The song's re-recording, subtitled "Taylor's Version", was produced by Swift and Christopher Rowe and is four minutes and two seconds in length. As with the rest of the album's re-recorded songs, its arrangement is accurate to that of the original recording. According to the album's liner notes, the track was done in multiple studios, including Blackbird Studio at Nashville, where it was recorded by David Payne. The others were Kitty Committee Studio at London (for recording Swift's vocals done by Rowe), MixStar Studios at Virginia Beach, Virginia (mixing done by Serban Ghenea), Prime Recording at Nashville (additional engineering and digital editing done by Derek Garten with Lowell Reynolds for assistance), and Sterling Sound at Edgewater, New Jersey (mastering done by Randy Merrill).

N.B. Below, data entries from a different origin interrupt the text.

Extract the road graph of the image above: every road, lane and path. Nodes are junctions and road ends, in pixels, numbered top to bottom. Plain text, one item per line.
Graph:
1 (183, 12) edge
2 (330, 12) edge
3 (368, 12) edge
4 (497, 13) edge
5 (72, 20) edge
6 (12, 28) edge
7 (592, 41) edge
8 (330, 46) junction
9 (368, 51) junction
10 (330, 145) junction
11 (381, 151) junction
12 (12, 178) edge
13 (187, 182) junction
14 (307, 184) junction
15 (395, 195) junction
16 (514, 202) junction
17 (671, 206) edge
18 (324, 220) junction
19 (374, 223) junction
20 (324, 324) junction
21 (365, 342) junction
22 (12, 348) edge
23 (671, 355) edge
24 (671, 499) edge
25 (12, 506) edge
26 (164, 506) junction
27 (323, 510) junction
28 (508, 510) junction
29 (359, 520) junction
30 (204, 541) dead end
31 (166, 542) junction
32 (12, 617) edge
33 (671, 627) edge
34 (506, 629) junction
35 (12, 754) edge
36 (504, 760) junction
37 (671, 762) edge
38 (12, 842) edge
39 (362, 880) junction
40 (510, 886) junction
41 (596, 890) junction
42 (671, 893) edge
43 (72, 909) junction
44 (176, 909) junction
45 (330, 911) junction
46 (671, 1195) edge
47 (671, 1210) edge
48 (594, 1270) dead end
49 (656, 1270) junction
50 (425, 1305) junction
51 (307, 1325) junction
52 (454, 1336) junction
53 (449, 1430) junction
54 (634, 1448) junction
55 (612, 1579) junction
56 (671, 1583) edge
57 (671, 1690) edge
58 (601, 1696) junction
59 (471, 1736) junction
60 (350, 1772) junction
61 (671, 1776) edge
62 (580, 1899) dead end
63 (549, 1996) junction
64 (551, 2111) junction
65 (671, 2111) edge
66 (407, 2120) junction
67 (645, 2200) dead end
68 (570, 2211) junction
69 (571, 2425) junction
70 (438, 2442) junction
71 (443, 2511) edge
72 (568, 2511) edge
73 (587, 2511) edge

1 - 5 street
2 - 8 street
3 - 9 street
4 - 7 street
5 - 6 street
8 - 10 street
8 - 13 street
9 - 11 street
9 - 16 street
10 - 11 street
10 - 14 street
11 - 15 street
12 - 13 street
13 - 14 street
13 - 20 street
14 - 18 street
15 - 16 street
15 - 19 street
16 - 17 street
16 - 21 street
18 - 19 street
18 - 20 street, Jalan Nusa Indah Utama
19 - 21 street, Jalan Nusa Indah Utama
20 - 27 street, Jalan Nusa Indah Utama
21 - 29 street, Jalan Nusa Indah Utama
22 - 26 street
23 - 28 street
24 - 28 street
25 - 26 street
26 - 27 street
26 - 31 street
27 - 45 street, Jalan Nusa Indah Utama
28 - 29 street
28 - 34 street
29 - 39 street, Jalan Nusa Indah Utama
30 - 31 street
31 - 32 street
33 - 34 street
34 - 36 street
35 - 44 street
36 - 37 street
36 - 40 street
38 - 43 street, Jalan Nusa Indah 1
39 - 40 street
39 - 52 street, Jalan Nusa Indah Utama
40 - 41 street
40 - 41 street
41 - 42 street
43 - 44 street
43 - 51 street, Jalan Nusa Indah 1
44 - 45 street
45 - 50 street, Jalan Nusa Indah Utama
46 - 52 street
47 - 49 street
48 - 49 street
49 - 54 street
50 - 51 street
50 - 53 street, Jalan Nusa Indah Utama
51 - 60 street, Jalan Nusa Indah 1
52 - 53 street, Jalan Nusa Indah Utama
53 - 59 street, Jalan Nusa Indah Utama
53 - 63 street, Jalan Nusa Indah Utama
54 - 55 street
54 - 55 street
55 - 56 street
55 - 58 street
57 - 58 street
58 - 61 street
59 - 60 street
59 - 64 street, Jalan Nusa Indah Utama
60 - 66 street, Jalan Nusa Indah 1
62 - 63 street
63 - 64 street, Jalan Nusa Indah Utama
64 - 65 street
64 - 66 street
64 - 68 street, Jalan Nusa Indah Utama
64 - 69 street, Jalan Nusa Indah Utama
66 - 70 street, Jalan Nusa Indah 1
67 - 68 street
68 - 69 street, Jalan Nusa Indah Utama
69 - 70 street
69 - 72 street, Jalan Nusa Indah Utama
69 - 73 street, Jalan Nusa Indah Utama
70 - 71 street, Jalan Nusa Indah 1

=== Critical reception ===
Critics had positive comments for the re-recorded track, the majority of which praised how the song's content remained engaging with it. The Manila Bulletin opined that the re-recording had the same exuberance as that of the original. Writing for The i Paper, Kate Solomon remarked that the re-recording made her once more admire the track's "soap operatics". Mark Sutherland of Rolling Stone UK said that its "snarky gown-shaming" continued being marvelously genuine with the re-recording, picking it as an example for his claim that the re-recorded album retained the original's qualities that made it so exceptional. In a ranking of the ten best tracks from the album where the re-recording placed eighth, American Songwriters Alex Hopper believed that it maintained the song's feature and to him Swift's early storytelling skill of depicting sharp imagery.

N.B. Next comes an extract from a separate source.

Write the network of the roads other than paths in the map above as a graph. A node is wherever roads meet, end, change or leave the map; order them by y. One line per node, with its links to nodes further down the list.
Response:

The other commendations were for Swift's vocals. Ilana Kaplan of The Daily Beast wrote that a newfound "crispness" within her voice made the song further a "massive-sounding anthem". The Daily Telegraphs Poppie Platt remarked that while her older vocals may be initially unsettling, "her grasp on tone and melody has much improved" that the re-recording is still effective when viewed as a re-imagining.

=== Commercial performance ===
"Speak Now (Taylor's Version)" reached the top 40 of the Billboard Global 200 chart (peaking at 24), as well as those of the English-speaking countries Australia (22), New Zealand (26), and Canada (31). In the US, it charted on the Billboard Hot 100 alongside 25 other songs from Swift—entering at number 33—and helped extend her record of having the second-most chart entries out of any act with 212. The re-recording also debuted and peaked at number 14 on Hot Country Songs.

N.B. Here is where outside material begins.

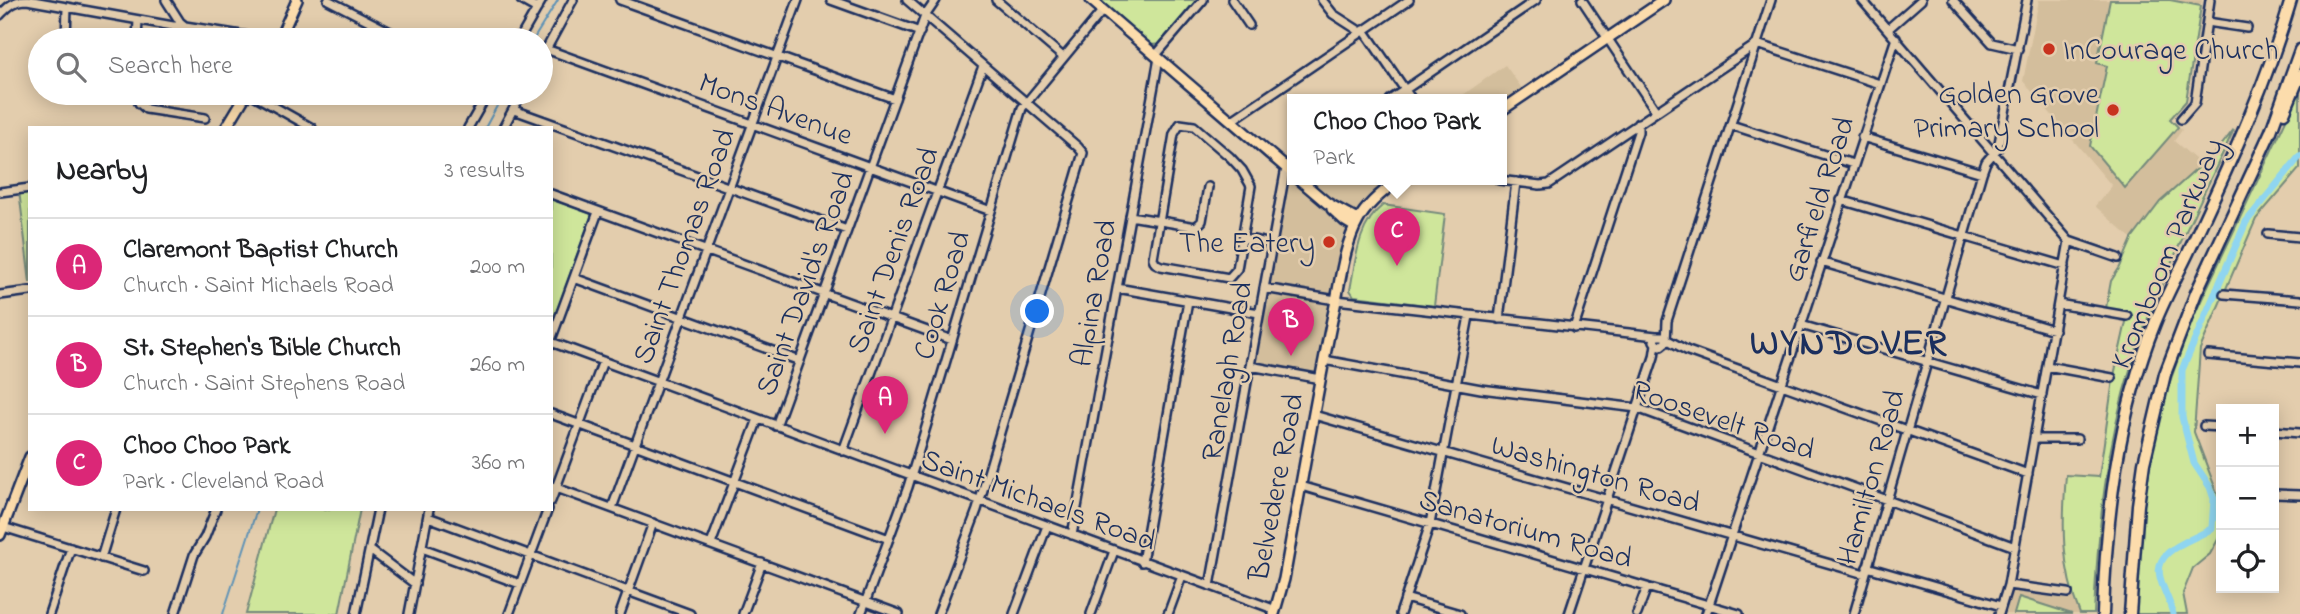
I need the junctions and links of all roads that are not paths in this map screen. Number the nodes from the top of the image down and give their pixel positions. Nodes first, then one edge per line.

In non-English speaking countries, "Speak Now (Taylor's Version)" reached number five in the Philippines, number 11 in Singapore, and number 94 in Vietnam. It received a gold certification in Brazil from Pro-Música Brasil. The re-recording entered charts that only track streams from a specific country as well, including Malaysia's Top 20 Most Streamed International Singles (peaking at 19), the United Kingdom's Official Audio Streaming Chart (45), and Greece's Top 100 Digital Singles International (73).

=== Personnel ===
Adapted from Speak Now (Taylor's Version) digital album inline notes
- Taylor Swift – lead vocals, background vocals, songwriter, producer
- Christopher Rowe – producer, vocal engineer
- David Payne – recording engineer
- Lowell Reynolds – assistant recording engineer, additional digital editor
- Derek Garten – additional engineer, digital editor, programming
- Serban Ghenea – mixing
- Bryce Bordone – mix engineer
- Randy Merrill – mastering
- Matt Billingslea – drums, percussion, clapping
- Amos Heller – bass guitar, clapping
- Paul Sidoti – electric guitar
- Mike Meadows – acoustic guitar, clapping, organ
- Max Bernstein – electric guitar
- Liz Huett – background vocals

=== Charts ===

Chart performance
| Chart (2023) | Peak position |
|---|---|
| Australia (ARIA) | 22 |
| Canada Hot 100 (Billboard) | 31 |
| Global 200 (Billboard) | 24 |
| Greece International (IFPI) | 73 |
| Malaysia International (RIM) | 19 |
| New Zealand (Recorded Music NZ) | 26 |
| Philippines (Billboard) | 5 |
| Singapore (RIAS) | 11 |
| UK Streaming (OCC) | 45 |
| US Billboard Hot 100 | 33 |
| US Hot Country Songs (Billboard) | 14 |
| Vietnam (Vietnam Hot 100) | 94 |

=== Certification ===

Certifications
| Region | Certification | Certified units/sales |
| Brazil (Pro-Música Brasil) | Gold | 20,000^{‡} |
^{‡} Sales+streaming figures based on certification alone.